On my last day. Last wake-up. My eyes are so wide. Like animal that stretch and yawn under floorboard. What small bed of gravel baby. To lay flat head across. I crawl. Breast on dirt. Breast out to cloud bruised sun. To hello sky.

Bundle of midges above fence. 1,000,000 body snag first light. Like mine. Bundle in shape of a girl.

When I little. Shhhhhhh shhh no cry. When I little. I run over olive stain pavement. Big crack full of pits. Maybe a pip run-away though. Roll over to dirt. Maybe grow tomorrow. Forget grow biggest tree. Most shade and feed.

When I little. When I little. When gravel bed be fresh soft. Termite visit me. He tell me of saliva home. Termite part hungry part kind. With each set sun he teach me patient. I think tomorrow I will visit warm mound busy with old friend. My throat get tight with tear. To think termite wait for me.

Another day I dream shout in sleep. I follow to neighbour paddock. Cry when see miss horse wonky leg. Cry when see her high up on broken shin. Brave neck to sky. I want give mine but she say no. She say I grateful still for view. Miss horse teach me grateful.
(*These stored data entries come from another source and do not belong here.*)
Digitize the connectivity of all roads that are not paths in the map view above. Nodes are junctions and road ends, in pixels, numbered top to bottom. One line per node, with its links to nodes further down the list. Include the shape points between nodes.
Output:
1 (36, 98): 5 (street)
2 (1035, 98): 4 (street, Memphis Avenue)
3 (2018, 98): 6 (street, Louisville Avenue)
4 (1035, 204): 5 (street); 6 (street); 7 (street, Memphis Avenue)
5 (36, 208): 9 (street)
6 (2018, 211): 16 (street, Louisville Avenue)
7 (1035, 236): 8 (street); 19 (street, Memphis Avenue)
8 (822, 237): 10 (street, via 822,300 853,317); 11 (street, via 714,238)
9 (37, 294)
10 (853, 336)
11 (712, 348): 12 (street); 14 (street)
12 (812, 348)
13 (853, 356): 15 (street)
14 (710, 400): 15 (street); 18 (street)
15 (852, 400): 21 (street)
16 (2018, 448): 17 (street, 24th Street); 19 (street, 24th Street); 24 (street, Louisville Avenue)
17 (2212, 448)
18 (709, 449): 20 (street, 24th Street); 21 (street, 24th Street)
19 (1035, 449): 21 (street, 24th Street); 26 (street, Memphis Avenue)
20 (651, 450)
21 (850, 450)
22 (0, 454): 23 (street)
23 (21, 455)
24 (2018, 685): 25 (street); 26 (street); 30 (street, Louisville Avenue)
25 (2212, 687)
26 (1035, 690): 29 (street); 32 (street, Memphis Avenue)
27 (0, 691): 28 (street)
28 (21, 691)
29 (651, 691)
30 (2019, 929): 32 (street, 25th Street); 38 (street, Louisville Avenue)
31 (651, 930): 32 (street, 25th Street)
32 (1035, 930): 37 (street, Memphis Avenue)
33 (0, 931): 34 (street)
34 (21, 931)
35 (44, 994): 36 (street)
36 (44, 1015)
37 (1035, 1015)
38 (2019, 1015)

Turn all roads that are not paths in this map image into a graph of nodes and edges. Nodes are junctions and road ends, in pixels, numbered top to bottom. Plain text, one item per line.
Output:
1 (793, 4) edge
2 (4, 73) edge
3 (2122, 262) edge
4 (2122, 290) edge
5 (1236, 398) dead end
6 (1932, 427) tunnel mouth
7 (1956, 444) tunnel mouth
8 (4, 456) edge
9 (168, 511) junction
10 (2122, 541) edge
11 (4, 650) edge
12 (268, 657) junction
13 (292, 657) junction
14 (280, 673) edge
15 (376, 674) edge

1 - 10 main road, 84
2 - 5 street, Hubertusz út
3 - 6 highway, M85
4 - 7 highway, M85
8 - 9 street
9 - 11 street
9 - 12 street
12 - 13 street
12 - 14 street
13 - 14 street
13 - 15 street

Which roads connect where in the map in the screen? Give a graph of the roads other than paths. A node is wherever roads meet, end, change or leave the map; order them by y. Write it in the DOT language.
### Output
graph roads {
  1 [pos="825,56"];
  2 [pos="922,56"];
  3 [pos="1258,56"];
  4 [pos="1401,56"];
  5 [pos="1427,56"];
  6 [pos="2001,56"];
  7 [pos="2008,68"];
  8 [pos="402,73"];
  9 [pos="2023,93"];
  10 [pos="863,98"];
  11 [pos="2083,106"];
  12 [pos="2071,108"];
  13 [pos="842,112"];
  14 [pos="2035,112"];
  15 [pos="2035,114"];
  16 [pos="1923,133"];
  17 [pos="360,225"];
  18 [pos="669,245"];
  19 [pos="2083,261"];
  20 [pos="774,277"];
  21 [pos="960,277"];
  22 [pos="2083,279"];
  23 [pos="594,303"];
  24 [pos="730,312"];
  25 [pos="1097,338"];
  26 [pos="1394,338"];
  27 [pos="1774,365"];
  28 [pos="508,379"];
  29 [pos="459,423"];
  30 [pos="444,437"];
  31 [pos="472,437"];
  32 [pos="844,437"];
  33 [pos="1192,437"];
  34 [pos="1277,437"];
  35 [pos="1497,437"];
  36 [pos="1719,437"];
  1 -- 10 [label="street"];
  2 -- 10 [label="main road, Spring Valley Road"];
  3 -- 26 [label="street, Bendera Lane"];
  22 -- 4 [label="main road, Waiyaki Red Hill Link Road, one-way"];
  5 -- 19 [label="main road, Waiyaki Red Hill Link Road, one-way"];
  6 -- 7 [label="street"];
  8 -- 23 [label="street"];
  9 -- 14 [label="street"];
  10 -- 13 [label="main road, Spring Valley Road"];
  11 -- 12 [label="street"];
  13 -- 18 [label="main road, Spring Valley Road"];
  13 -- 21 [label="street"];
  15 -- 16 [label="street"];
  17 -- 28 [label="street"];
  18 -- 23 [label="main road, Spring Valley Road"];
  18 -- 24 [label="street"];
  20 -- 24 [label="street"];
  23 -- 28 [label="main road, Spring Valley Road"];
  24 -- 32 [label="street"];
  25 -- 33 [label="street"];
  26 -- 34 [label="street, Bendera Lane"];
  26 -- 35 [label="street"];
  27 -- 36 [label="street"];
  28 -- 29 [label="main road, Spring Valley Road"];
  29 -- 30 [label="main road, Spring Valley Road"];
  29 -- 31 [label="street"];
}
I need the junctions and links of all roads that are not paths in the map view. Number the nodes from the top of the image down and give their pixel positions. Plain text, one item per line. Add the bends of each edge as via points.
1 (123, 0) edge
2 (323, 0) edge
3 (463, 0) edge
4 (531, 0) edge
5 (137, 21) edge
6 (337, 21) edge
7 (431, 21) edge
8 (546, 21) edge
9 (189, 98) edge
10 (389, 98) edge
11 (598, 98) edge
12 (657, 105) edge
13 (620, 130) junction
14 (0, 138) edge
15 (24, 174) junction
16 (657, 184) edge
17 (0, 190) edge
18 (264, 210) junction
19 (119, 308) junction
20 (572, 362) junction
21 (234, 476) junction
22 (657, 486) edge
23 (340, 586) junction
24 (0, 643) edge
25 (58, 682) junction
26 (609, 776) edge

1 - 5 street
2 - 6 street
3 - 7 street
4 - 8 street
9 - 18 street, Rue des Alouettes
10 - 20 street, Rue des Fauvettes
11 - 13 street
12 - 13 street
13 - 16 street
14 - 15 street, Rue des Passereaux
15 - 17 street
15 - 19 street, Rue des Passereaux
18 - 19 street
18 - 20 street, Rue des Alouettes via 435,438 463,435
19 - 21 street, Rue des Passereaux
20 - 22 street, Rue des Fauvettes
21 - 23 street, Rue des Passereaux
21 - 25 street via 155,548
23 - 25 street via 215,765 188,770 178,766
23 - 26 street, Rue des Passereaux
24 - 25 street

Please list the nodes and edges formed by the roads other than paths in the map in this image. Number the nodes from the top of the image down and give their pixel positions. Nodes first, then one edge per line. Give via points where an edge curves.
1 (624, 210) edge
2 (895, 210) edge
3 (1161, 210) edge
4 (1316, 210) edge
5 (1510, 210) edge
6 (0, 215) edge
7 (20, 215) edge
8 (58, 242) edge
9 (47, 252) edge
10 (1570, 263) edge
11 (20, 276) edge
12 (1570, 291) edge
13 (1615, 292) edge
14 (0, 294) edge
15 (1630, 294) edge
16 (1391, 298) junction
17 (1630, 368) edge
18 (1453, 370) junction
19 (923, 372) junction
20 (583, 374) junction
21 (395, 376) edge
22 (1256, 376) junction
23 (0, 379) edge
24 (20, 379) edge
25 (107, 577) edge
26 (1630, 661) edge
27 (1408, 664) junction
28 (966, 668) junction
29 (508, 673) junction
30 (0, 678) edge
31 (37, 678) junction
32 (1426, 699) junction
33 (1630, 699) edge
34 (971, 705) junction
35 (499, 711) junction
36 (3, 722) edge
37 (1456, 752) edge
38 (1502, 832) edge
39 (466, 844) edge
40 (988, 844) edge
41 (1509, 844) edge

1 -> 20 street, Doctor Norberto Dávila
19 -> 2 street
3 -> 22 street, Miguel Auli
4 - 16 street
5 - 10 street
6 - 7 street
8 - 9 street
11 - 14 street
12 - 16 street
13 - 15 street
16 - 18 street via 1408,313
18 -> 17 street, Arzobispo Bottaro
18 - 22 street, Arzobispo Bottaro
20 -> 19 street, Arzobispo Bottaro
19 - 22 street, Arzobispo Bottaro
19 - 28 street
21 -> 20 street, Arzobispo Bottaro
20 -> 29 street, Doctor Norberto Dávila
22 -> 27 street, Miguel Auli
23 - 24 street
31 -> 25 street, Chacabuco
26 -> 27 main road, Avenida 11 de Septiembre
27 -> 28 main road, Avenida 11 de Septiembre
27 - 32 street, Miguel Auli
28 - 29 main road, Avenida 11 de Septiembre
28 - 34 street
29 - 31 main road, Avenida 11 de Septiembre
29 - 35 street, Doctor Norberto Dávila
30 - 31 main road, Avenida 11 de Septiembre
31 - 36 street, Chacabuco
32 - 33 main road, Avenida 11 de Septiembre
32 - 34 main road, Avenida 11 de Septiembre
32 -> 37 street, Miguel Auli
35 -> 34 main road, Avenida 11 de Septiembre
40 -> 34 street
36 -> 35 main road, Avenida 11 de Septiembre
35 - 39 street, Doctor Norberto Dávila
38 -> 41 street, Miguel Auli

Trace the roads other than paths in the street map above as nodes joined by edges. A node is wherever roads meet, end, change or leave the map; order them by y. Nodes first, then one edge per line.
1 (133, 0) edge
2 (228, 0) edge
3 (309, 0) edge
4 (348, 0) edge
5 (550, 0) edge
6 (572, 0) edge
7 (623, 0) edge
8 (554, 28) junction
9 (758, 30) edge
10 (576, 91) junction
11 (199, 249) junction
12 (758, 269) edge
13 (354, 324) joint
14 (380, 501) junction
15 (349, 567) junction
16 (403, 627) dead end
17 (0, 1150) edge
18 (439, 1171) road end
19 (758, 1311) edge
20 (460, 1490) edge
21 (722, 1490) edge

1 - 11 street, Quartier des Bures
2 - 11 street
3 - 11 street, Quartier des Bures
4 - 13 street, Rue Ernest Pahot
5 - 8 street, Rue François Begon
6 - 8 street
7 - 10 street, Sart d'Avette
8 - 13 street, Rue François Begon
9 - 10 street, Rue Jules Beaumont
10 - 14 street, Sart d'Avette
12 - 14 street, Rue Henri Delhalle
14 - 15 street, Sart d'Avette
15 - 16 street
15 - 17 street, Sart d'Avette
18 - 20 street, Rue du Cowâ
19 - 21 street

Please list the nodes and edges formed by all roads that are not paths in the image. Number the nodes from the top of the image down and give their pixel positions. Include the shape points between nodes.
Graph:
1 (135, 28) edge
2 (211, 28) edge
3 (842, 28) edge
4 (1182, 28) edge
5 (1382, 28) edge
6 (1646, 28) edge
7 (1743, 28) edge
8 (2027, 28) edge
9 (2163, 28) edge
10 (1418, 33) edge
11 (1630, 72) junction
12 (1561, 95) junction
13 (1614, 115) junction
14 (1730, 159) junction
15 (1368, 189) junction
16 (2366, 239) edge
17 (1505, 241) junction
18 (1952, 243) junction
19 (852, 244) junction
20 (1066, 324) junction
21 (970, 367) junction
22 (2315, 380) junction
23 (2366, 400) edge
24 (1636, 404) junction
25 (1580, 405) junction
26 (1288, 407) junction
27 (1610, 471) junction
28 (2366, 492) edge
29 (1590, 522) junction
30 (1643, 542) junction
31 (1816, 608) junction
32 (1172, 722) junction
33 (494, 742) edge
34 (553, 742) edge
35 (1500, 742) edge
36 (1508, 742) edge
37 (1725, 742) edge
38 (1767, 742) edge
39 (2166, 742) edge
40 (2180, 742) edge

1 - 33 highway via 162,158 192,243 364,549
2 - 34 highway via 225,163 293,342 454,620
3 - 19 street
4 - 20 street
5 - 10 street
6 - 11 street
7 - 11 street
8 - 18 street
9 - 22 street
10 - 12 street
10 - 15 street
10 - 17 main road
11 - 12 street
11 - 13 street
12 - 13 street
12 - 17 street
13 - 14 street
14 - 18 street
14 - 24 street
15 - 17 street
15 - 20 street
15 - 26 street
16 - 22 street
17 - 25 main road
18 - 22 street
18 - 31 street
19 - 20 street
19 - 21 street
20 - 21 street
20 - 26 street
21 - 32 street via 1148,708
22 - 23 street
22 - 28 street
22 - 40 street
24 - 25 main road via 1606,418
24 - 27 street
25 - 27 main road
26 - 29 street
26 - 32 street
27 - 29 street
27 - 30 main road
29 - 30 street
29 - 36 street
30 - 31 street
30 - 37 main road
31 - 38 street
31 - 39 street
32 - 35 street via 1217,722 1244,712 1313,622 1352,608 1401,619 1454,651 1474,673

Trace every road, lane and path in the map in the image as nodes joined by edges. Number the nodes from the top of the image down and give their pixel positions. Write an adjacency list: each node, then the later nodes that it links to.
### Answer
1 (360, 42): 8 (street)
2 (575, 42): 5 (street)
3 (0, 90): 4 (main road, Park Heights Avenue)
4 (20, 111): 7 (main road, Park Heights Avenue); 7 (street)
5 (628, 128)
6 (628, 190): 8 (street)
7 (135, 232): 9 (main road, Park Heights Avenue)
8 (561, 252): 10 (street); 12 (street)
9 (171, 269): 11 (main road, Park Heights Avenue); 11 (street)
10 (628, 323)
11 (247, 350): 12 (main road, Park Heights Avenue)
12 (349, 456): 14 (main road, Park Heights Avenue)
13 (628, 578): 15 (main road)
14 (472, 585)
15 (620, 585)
My best morning is to visit river. Love when it cut ground in two like sure scissor. I get down to mud on knee and still. If lucky can wear leech like anklet. Proud I be choose. But if choose move only when they fat at head. Otherwise they thirsty and leave blood hole. Heart full when they belly full.

Sometime. Sometime wish I fun more. So try play ground when head strong. Go round round merry go. Teddy come too. Sometime when body happy we spin off. Catch air like pod seed and hah. Teddy alway smile after metal plate. Alway smile.

Now forgot what play ground smell like. Teddy say I be ok. Now my body keep folding for vomit. I sick. I sorry teddy. Sharp bile collapse ground. Weight too much. Steaming. I kick over with dirt. The next day when I gone come a halo of ants. Feed from me like waterhole okay?

I go where sun go today. But when she go sleep to night my gravel bed will full with pile of bone. Bone in shape of girl.




Contextualising Statement


If you are squeamish, do not poke among the beach rubble. Sappho (Barnard, 1958)
Rot Doll (2025), comprises an experimental eulogy and funerary photo documentation. The piece collaborates with decay as an entropic, agential storyteller. Through finding character in cultural by-products, Rot Doll draws parallels between decay’s permutability and creative writing’s foundational concerns with process, authorship, and collaboration.
The visual and textual elements of the work function symbiotically to conceive alternative ways of understanding and acknowledging material change. Rot Doll’s self-authored eulogy asks: How much language is effacable while still sustaining narrative? Notably, Eimear McBride’s A Girl is a Half-Formed Thing (2013) inspires the partiality and corrosion of the text’s form. Thematically, the research and wisdom of Caitlin Desilvey were also of great inspiration. The project’s visual elements probe the Western world’s impulse to pasteurise death when material exists outside of ‘pleasing decay.’ Its sterile interventions in heritage conservation further this exploration through Rot Doll’s gallery-esque presentation.
Central to the project is an active resistance against the colonial fetishisation of the land as a passive, mnemonic receiver and archive. Rot Doll lives on only in documentation, continuing to decompose as the material of her body returns to rest.